### Stored items from a collection
::::::::
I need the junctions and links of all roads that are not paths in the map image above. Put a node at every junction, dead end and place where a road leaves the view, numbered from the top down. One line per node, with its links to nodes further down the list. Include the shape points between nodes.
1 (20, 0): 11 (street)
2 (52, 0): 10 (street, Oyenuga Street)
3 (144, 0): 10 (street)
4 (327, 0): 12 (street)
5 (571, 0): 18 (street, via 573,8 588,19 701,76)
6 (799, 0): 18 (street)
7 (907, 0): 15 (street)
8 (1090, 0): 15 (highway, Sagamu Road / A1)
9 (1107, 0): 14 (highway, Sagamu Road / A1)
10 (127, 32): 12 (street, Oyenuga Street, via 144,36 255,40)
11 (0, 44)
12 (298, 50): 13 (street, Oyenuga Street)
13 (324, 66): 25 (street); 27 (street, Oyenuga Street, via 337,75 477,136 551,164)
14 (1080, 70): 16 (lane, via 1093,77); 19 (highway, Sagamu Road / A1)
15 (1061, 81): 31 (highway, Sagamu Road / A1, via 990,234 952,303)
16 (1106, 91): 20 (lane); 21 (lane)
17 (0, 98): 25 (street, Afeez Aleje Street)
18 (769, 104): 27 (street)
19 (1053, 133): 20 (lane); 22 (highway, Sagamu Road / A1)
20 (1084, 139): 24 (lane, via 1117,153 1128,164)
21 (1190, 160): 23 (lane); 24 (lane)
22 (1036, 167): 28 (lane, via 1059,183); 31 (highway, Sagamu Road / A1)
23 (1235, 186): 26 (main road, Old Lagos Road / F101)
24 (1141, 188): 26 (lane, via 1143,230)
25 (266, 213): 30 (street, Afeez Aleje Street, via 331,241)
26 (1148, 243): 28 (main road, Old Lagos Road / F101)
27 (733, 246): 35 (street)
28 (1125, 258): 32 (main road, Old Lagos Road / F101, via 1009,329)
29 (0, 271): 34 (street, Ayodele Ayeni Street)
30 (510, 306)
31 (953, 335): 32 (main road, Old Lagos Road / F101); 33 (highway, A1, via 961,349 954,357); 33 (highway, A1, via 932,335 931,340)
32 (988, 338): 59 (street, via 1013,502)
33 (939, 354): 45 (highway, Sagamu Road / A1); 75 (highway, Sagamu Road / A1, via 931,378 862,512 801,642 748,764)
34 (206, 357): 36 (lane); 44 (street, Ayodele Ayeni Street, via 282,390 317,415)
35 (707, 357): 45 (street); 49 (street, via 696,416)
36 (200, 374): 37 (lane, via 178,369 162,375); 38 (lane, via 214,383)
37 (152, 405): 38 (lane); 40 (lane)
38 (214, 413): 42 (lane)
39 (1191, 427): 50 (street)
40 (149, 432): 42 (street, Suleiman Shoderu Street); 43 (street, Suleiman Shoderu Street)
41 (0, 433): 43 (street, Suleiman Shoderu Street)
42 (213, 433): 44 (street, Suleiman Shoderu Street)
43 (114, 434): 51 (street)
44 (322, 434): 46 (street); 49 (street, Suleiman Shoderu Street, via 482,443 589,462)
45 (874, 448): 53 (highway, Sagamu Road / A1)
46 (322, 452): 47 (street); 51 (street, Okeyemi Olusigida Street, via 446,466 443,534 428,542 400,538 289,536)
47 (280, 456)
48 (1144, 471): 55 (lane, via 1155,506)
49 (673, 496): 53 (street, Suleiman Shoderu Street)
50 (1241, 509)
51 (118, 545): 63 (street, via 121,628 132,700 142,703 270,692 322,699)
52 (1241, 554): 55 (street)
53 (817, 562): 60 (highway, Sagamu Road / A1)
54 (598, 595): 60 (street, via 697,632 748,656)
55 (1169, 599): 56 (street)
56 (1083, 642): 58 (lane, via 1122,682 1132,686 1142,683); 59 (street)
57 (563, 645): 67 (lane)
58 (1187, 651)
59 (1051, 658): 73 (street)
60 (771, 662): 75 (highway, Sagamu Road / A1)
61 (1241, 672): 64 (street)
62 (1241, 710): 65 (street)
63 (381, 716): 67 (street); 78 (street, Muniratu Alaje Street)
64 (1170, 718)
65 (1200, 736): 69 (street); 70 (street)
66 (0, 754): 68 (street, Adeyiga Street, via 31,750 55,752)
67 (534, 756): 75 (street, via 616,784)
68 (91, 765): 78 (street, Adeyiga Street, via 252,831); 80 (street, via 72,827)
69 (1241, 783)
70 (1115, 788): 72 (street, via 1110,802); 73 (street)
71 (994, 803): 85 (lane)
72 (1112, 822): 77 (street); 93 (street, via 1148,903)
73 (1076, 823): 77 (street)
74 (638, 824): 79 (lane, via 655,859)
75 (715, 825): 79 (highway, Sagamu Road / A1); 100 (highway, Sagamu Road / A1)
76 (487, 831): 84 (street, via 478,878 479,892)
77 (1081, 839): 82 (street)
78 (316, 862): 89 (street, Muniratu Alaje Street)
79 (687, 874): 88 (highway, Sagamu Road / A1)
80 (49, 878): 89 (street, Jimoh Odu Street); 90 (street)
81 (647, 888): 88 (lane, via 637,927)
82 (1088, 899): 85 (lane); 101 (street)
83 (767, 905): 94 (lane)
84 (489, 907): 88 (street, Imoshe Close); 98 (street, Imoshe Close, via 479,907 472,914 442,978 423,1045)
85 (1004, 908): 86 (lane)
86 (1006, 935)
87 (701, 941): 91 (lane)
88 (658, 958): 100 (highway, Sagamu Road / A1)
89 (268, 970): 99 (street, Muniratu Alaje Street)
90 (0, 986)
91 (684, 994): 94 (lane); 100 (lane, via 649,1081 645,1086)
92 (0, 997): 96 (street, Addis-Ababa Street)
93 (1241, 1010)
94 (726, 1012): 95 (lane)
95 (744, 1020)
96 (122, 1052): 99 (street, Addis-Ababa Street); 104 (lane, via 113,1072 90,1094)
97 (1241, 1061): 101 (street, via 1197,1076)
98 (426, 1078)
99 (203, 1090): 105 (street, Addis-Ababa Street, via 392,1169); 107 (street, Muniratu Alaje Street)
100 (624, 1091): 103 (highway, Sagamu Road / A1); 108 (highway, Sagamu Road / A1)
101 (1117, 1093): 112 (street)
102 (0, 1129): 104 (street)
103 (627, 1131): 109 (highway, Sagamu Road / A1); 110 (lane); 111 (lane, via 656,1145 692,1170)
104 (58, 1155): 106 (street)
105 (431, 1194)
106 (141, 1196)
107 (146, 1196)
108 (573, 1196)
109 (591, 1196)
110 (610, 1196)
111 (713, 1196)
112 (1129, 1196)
::::::::
### Your objective
Repeat the records exactly, including every line.

### Answer space
I need the junctions and links of all roads that are not paths in the map image above. Put a node at every junction, dead end and place where a road leaves the view, numbered from the top down. One line per node, with its links to nodes further down the list. Include the shape points between nodes.
1 (20, 0): 11 (street)
2 (52, 0): 10 (street, Oyenuga Street)
3 (144, 0): 10 (street)
4 (327, 0): 12 (street)
5 (571, 0): 18 (street, via 573,8 588,19 701,76)
6 (799, 0): 18 (street)
7 (907, 0): 15 (street)
8 (1090, 0): 15 (highway, Sagamu Road / A1)
9 (1107, 0): 14 (highway, Sagamu Road / A1)
10 (127, 32): 12 (street, Oyenuga Street, via 144,36 255,40)
11 (0, 44)
12 (298, 50): 13 (street, Oyenuga Street)
13 (324, 66): 25 (street); 27 (street, Oyenuga Street, via 337,75 477,136 551,164)
14 (1080, 70): 16 (lane, via 1093,77); 19 (highway, Sagamu Road / A1)
15 (1061, 81): 31 (highway, Sagamu Road / A1, via 990,234 952,303)
16 (1106, 91): 20 (lane); 21 (lane)
17 (0, 98): 25 (street, Afeez Aleje Street)
18 (769, 104): 27 (street)
19 (1053, 133): 20 (lane); 22 (highway, Sagamu Road / A1)
20 (1084, 139): 24 (lane, via 1117,153 1128,164)
21 (1190, 160): 23 (lane); 24 (lane)
22 (1036, 167): 28 (lane, via 1059,183); 31 (highway, Sagamu Road / A1)
23 (1235, 186): 26 (main road, Old Lagos Road / F101)
24 (1141, 188): 26 (lane, via 1143,230)
25 (266, 213): 30 (street, Afeez Aleje Street, via 331,241)
26 (1148, 243): 28 (main road, Old Lagos Road / F101)
27 (733, 246): 35 (street)
28 (1125, 258): 32 (main road, Old Lagos Road / F101, via 1009,329)
29 (0, 271): 34 (street, Ayodele Ayeni Street)
30 (510, 306)
31 (953, 335): 32 (main road, Old Lagos Road / F101); 33 (highway, A1, via 961,349 954,357); 33 (highway, A1, via 932,335 931,340)
32 (988, 338): 59 (street, via 1013,502)
33 (939, 354): 45 (highway, Sagamu Road / A1); 75 (highway, Sagamu Road / A1, via 931,378 862,512 801,642 748,764)
34 (206, 357): 36 (lane); 44 (street, Ayodele Ayeni Street, via 282,390 317,415)
35 (707, 357): 45 (street); 49 (street, via 696,416)
36 (200, 374): 37 (lane, via 178,369 162,375); 38 (lane, via 214,383)
37 (152, 405): 38 (lane); 40 (lane)
38 (214, 413): 42 (lane)
39 (1191, 427): 50 (street)
40 (149, 432): 42 (street, Suleiman Shoderu Street); 43 (street, Suleiman Shoderu Street)
41 (0, 433): 43 (street, Suleiman Shoderu Street)
42 (213, 433): 44 (street, Suleiman Shoderu Street)
43 (114, 434): 51 (street)
44 (322, 434): 46 (street); 49 (street, Suleiman Shoderu Street, via 482,443 589,462)
45 (874, 448): 53 (highway, Sagamu Road / A1)
46 (322, 452): 47 (street); 51 (street, Okeyemi Olusigida Street, via 446,466 443,534 428,542 400,538 289,536)
47 (280, 456)
48 (1144, 471): 55 (lane, via 1155,506)
49 (673, 496): 53 (street, Suleiman Shoderu Street)
50 (1241, 509)
51 (118, 545): 63 (street, via 121,628 132,700 142,703 270,692 322,699)
52 (1241, 554): 55 (street)
53 (817, 562): 60 (highway, Sagamu Road / A1)
54 (598, 595): 60 (street, via 697,632 748,656)
55 (1169, 599): 56 (street)
56 (1083, 642): 58 (lane, via 1122,682 1132,686 1142,683); 59 (street)
57 (563, 645): 67 (lane)
58 (1187, 651)
59 (1051, 658): 73 (street)
60 (771, 662): 75 (highway, Sagamu Road / A1)
61 (1241, 672): 64 (street)
62 (1241, 710): 65 (street)
63 (381, 716): 67 (street); 78 (street, Muniratu Alaje Street)
64 (1170, 718)
65 (1200, 736): 69 (street); 70 (street)
66 (0, 754): 68 (street, Adeyiga Street, via 31,750 55,752)
67 (534, 756): 75 (street, via 616,784)
68 (91, 765): 78 (street, Adeyiga Street, via 252,831); 80 (street, via 72,827)
69 (1241, 783)
70 (1115, 788): 72 (street, via 1110,802); 73 (street)
71 (994, 803): 85 (lane)
72 (1112, 822): 77 (street); 93 (street, via 1148,903)
73 (1076, 823): 77 (street)
74 (638, 824): 79 (lane, via 655,859)
75 (715, 825): 79 (highway, Sagamu Road / A1); 100 (highway, Sagamu Road / A1)
76 (487, 831): 84 (street, via 478,878 479,892)
77 (1081, 839): 82 (street)
78 (316, 862): 89 (street, Muniratu Alaje Street)
79 (687, 874): 88 (highway, Sagamu Road / A1)
80 (49, 878): 89 (street, Jimoh Odu Street); 90 (street)
81 (647, 888): 88 (lane, via 637,927)
82 (1088, 899): 85 (lane); 101 (street)
83 (767, 905): 94 (lane)
84 (489, 907): 88 (street, Imoshe Close); 98 (street, Imoshe Close, via 479,907 472,914 442,978 423,1045)
85 (1004, 908): 86 (lane)
86 (1006, 935)
87 (701, 941): 91 (lane)
88 (658, 958): 100 (highway, Sagamu Road / A1)
89 (268, 970): 99 (street, Muniratu Alaje Street)
90 (0, 986)
91 (684, 994): 94 (lane); 100 (lane, via 649,1081 645,1086)
92 (0, 997): 96 (street, Addis-Ababa Street)
93 (1241, 1010)
94 (726, 1012): 95 (lane)
95 (744, 1020)
96 (122, 1052): 99 (street, Addis-Ababa Street); 104 (lane, via 113,1072 90,1094)
97 (1241, 1061): 101 (street, via 1197,1076)
98 (426, 1078)
99 (203, 1090): 105 (street, Addis-Ababa Street, via 392,1169); 107 (street, Muniratu Alaje Street)
100 (624, 1091): 103 (highway, Sagamu Road / A1); 108 (highway, Sagamu Road / A1)
101 (1117, 1093): 112 (street)
102 (0, 1129): 104 (street)
103 (627, 1131): 109 (highway, Sagamu Road / A1); 110 (lane); 111 (lane, via 656,1145 692,1170)
104 (58, 1155): 106 (street)
105 (431, 1194)
106 (141, 1196)
107 (146, 1196)
108 (573, 1196)
109 (591, 1196)
110 (610, 1196)
111 (713, 1196)
112 (1129, 1196)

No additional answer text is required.